Certification Example

# Configure for certification
config = {
    "validators": {
        "certification": {
            "required_documentation": ["test_report", "environment_spec"],
            "performance_thresholds": {
                "avg_query_time": 30.0
            }
        }
    }
}

validator = TPCResultValidator(config)
report = validator.validate(test_results, ValidationLevel.CERTIFICATION)

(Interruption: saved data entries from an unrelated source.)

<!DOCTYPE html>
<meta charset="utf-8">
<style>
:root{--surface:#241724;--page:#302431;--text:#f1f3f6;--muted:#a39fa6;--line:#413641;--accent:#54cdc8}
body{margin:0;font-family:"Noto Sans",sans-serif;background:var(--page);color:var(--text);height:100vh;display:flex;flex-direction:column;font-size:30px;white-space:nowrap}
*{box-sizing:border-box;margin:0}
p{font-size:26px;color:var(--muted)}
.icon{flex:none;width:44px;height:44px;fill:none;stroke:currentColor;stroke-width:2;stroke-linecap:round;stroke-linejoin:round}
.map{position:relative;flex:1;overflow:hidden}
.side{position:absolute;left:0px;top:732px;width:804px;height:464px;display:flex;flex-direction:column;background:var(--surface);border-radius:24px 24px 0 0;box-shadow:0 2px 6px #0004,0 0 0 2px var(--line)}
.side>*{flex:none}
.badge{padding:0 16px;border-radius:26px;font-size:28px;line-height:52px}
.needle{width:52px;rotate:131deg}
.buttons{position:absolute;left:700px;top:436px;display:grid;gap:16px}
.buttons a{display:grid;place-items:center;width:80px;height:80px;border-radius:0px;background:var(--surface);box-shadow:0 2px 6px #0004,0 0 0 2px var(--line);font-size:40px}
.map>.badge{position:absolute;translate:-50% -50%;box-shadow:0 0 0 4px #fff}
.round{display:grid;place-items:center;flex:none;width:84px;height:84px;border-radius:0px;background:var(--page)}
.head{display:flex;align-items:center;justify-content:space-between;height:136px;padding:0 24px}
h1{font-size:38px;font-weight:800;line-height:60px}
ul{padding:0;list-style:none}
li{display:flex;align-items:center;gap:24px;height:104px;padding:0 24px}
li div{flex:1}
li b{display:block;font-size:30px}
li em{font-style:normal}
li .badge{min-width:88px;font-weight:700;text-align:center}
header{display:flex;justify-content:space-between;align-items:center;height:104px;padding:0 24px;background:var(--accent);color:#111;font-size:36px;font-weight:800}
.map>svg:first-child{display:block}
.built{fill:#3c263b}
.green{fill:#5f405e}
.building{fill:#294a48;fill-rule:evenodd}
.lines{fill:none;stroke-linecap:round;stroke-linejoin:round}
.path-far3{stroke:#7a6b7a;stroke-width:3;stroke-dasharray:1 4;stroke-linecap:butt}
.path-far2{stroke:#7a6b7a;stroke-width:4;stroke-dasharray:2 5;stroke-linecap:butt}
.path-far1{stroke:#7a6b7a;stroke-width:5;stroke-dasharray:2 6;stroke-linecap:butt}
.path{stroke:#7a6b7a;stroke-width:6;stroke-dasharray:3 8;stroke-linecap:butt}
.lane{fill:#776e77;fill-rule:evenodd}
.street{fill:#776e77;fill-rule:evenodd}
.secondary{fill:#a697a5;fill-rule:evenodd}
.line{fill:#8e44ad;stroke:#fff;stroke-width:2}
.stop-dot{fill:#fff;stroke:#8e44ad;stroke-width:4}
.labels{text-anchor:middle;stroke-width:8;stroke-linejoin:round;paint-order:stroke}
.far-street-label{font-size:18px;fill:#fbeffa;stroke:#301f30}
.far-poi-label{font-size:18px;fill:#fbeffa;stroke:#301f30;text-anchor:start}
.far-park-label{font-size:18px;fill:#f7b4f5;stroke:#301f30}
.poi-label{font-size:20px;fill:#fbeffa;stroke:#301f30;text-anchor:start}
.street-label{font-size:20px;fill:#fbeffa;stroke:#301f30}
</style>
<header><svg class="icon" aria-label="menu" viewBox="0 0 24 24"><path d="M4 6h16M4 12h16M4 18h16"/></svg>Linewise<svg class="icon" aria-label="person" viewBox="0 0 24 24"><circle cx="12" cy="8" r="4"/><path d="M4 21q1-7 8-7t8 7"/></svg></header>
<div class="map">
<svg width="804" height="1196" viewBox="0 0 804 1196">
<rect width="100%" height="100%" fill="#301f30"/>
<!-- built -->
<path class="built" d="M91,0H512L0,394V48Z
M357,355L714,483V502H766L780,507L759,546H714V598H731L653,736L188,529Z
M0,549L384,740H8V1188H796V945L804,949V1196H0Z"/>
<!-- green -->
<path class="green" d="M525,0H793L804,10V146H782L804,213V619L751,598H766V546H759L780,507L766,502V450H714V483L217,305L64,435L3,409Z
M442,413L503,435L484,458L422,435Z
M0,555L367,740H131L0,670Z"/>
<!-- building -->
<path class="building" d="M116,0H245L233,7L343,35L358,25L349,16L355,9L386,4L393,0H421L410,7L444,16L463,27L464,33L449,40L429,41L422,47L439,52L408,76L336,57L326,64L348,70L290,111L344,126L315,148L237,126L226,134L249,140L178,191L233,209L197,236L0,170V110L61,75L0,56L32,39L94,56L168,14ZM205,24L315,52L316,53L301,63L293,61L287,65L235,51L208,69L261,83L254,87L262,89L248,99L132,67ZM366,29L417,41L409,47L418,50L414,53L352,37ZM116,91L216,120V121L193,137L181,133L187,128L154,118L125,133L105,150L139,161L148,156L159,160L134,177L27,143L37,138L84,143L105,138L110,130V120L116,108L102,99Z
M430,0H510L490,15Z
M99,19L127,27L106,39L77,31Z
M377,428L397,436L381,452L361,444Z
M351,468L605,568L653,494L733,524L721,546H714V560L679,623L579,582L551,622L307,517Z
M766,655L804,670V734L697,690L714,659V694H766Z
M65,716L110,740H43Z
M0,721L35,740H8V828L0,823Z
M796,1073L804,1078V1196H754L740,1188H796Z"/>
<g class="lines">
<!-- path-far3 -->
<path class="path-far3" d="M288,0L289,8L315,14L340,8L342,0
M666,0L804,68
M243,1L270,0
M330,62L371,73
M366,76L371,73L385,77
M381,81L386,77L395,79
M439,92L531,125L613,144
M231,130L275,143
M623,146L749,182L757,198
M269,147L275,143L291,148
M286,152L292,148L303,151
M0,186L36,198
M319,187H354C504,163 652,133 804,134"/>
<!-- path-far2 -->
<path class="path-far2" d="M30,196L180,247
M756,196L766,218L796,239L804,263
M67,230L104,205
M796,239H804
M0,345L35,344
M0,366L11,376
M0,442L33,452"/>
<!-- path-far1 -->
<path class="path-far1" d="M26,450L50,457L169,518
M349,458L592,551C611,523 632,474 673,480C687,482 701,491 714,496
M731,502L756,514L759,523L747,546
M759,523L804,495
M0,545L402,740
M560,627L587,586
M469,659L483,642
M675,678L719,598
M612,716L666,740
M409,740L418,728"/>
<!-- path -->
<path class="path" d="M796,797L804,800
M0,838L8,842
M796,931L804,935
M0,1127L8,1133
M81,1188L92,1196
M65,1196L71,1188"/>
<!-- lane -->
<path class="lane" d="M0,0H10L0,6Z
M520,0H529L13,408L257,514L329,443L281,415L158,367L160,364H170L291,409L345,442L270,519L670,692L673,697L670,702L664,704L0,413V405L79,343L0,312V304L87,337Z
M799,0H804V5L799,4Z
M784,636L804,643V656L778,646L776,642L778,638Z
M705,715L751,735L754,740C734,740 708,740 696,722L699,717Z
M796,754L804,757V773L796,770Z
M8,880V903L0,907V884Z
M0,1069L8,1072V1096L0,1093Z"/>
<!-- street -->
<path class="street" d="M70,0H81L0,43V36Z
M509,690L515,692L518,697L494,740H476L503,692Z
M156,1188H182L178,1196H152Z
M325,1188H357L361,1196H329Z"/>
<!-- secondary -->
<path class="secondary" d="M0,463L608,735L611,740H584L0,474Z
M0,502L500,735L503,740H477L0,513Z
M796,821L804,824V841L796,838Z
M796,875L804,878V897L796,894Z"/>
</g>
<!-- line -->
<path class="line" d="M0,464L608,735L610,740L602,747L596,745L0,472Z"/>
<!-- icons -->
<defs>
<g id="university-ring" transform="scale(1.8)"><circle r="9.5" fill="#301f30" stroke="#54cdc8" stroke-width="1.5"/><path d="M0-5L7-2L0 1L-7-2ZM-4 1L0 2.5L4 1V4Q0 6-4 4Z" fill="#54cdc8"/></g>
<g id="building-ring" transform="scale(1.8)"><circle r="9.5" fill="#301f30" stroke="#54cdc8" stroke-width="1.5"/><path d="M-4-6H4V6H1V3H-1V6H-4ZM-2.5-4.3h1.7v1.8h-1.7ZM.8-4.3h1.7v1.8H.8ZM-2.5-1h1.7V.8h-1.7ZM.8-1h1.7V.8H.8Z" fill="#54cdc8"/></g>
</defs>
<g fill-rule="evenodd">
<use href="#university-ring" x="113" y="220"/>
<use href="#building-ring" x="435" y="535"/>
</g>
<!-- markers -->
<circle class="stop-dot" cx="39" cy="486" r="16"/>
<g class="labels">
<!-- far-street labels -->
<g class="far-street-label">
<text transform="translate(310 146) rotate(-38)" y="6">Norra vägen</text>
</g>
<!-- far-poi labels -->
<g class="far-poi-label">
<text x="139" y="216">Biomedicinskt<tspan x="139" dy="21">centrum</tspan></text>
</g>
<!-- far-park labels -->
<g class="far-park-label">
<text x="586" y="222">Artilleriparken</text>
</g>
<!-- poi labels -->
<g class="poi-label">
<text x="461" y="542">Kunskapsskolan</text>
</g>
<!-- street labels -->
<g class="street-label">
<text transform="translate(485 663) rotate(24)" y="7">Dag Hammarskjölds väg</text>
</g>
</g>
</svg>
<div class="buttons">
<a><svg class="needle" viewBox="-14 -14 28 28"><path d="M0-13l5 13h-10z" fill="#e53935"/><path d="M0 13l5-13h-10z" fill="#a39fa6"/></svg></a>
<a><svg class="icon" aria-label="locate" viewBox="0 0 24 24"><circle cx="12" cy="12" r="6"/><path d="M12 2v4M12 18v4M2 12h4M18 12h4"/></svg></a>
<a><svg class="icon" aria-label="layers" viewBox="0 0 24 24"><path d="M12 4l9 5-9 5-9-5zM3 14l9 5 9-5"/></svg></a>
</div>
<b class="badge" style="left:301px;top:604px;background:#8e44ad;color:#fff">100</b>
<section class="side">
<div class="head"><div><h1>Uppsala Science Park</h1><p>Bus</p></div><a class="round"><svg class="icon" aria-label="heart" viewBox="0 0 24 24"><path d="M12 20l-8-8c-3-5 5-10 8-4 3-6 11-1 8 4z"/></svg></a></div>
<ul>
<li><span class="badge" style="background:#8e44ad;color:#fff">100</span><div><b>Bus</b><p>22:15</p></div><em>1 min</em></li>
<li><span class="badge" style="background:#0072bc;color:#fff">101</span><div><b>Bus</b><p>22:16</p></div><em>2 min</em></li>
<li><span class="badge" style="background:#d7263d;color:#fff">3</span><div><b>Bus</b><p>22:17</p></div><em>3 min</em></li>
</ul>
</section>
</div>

print(f"Certification Status: {report.certification_status}")

Multi-Benchmark Suite

# Run validation suite across multiple benchmarks
benchmarks = ["TPC-H", "TPC-DS", "TPC-DI"]
suite_results = {}

for benchmark in benchmarks:
    test_results = run_benchmark(benchmark)
    report = validator.validate(test_results)
    suite_results[benchmark] = report

# Generate compliance summary
compliance_summary = {
    benchmark: {
        "compliant": len(report.get_issues_by_level("ERROR")) == 0,
        "score": report.metrics.get("validation_score", 0)
    }
    for benchmark, report in suite_results.items()
}

Best Practices

1. Configuration Management

  • Use configuration files for complex validation setups

  • Store benchmark-specific configurations separately

  • Version control your validation configurations

2. Error Handling

  • Always check validation results before proceeding

  • Handle validation failures gracefully

  • Log validation issues for debugging

3. Performance Considerations

  • Use appropriate validation levels for your use case

  • Consider caching validation results for repeated runs

  • Profile validation performance for large test suites

4. Compliance Tracking

  • Save validation reports for audit trails

  • Track compliance over time

  • Generate regular compliance summaries

5. Integration

  • Integrate validation into your CI/CD pipeline

  • Use validation results to gate releases

  • Monitor validation trends over time

Troubleshooting

Common Issues

  1. Missing Required Fields

    • Ensure all required fields are present in test results

    • Check field names and formats match specifications

  2. Timing Validation Failures

    • Verify timestamp formats are ISO 8601 compliant

    • Check for reasonable execution times

    • Ensure timing consistency across measurements

  3. Query Result Validation Issues

    • Verify all queries completed successfully

    • Check row counts and result formats

    • Validate error handling for failed queries

  4. Compliance Failures

    • Check benchmark-specific requirements

    • Verify all required queries are present

    • Ensure maintenance operations are included where required

Debug Mode

Enable debug logging for detailed validation information:

import logging
logging.basicConfig(level=logging.DEBUG)

validator = TPCResultValidator()
report = validator.validate(test_results)

API Reference

TPCResultValidator

  • __init__(config=None): Create validator with optional configuration

  • validate(test_results, validation_level=ValidationLevel.STANDARD): Validate test results

  • save_report(report, output_path): Save validation report to file

  • load_report(input_path): Load validation report from file

  • create_default_config(): Create default configuration

ValidationReport

  • add_issue(level, message, details=None, validator_name=""): Add validation issue

  • get_issues_by_level(level): Get issues by severity level

  • get_issues_by_validator(validator_name): Get issues by validator

  • to_dict(): Convert report to dictionary for serialization

BaseValidator

  • validate(test_results, report): Perform validation (abstract method)

  • _check_required_fields(data, required_fields): Check for required fields

Contributing

To contribute to the TPC validation system:

  1. Create new validators by inheriting from BaseValidator

  2. Add benchmark-specific validation rules

  3. Extend the configuration system

  4. Add new validation levels

  5. Improve error reporting and diagnostics

License

This validation system is part of the BenchBox library and follows the same license terms.